The merged platform’s expected name, “Max,” is being vetted by the company’s lawyers, according to people familiar with the matter.

Executives haven’t finalized a decision and the name could still be changed, but Max is the likely choice, said the people, who asked not to be named because the discussions are private. Some senior executives are still debating a final name, said two of the people. Internally, Warner Bros. Discovery has given the new service a code name of “BEAM” while a final name is being debated, said the people. Lawyers are vetting other names, as well.

The app itself will share similarities with Disney+’s platform, with Warner Bros. Discovery’s brands as individual tiles, the people said. HBO, Discovery, DC Comics and Warner Bros. will be among the landing hubs on the platform, the people added. […]

Chief Executive David Zaslav has cut back on HBO Max original series spending, which has helped reform HBO’s branding. Still, HBO has a limited audience that’s largely U.S. based, and the streaming service will offer much more than HBO — including reality TV from Discovery, news documentaries from CNN, movies from Warner Bros., kids programming, and possibly, eventually, live sports. Zaslav and his team see the value in making HBO a sub-brand within the larger streaming offering, said people familiar with their thinking.

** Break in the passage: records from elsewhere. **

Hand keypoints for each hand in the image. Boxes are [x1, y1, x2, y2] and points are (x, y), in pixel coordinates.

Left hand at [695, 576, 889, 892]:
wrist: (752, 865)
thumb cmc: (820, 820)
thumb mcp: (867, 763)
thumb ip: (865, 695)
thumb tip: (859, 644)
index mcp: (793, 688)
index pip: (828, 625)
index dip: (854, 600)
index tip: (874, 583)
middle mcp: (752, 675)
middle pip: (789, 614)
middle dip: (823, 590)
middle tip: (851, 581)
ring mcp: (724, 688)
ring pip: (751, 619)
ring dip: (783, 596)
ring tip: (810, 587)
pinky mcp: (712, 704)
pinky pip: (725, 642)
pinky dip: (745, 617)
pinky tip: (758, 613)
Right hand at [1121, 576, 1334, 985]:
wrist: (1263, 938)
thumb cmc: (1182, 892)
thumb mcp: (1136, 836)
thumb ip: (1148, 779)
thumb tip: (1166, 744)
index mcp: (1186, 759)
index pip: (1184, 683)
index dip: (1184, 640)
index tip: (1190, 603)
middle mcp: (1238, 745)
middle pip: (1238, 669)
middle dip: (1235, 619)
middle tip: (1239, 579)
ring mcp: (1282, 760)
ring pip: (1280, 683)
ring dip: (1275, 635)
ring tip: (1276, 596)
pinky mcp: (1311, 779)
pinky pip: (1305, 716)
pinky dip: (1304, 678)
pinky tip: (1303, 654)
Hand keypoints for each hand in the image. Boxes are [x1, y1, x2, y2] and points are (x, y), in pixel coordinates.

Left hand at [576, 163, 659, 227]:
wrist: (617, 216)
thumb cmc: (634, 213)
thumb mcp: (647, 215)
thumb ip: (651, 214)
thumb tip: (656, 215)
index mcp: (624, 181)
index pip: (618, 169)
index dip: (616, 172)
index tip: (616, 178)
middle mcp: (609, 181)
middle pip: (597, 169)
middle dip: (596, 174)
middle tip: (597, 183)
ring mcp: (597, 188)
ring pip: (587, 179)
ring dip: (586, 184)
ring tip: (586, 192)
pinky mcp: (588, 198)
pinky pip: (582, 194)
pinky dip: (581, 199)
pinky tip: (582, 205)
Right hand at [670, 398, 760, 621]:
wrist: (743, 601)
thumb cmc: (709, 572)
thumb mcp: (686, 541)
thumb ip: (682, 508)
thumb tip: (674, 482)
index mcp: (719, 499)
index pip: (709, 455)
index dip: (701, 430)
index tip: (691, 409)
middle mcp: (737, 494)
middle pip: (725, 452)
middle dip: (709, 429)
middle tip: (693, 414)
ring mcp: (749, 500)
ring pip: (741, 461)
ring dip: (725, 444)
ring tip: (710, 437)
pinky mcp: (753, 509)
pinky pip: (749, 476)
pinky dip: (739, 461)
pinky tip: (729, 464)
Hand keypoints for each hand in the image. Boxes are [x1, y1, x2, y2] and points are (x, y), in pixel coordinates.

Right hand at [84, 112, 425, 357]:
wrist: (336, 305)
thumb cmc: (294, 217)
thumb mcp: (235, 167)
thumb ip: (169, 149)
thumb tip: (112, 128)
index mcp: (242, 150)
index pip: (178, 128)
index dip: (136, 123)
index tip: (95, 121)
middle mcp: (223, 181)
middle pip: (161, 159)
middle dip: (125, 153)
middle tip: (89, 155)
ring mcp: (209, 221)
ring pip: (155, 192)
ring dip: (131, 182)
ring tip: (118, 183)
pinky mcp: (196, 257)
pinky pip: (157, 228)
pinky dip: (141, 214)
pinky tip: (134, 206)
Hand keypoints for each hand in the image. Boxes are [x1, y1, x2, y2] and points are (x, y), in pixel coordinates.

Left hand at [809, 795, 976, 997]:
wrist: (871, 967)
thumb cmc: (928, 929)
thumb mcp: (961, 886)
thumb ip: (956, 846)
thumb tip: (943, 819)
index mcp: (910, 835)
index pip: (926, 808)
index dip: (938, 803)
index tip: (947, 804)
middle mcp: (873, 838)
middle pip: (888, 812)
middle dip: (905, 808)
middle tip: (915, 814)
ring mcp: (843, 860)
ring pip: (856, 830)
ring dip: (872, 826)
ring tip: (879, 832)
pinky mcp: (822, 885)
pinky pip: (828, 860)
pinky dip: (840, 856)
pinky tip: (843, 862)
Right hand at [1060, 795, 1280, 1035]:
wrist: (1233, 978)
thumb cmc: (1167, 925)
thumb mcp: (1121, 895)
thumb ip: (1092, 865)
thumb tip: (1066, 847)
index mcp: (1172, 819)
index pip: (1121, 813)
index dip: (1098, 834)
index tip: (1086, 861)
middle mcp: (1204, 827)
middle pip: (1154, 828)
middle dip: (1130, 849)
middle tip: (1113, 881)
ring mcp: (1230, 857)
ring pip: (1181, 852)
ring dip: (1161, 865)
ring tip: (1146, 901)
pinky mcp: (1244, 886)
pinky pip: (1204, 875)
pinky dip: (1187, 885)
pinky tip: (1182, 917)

Maybe I’m being negative, but I’m not looking forward to the end result of all of this. When HBO Max launched, I thought it had excellent content, albeit with a sometimes buggy app. Nonetheless, the mix of legacy HBO shows and some good-but-niche Max Originals created a really nice mix of content for people who gave a damn about television. Potentially, I saw it becoming a higher-brow Netflix. Instead, due to AT&T’s ineptitude, it was unloaded with a lot of debt to Discovery, Inc., creating two libraries of content that typically have vastly different audiences. In the mad scramble to be profitable, it seems the cheap-to-produce reality nonsense that has become Discovery’s signature content will probably come at the expense of a lot of the thoughtful, more expensive HBO and Max Originals content.

I also wonder if we’ll see price hikes due to the “value add” of combined content libraries that no one asked for (Discovery+ customers pay $4.99/month, while HBO Max customers pay $9.99 or $14.99/month). At that point, with all the forced bundling, one wonders if we’re just going to end up back with cable, but in a different form. Nonetheless, whatever negatives happen to HBO Max, it’s yet another promising streaming service that AT&T fumbled.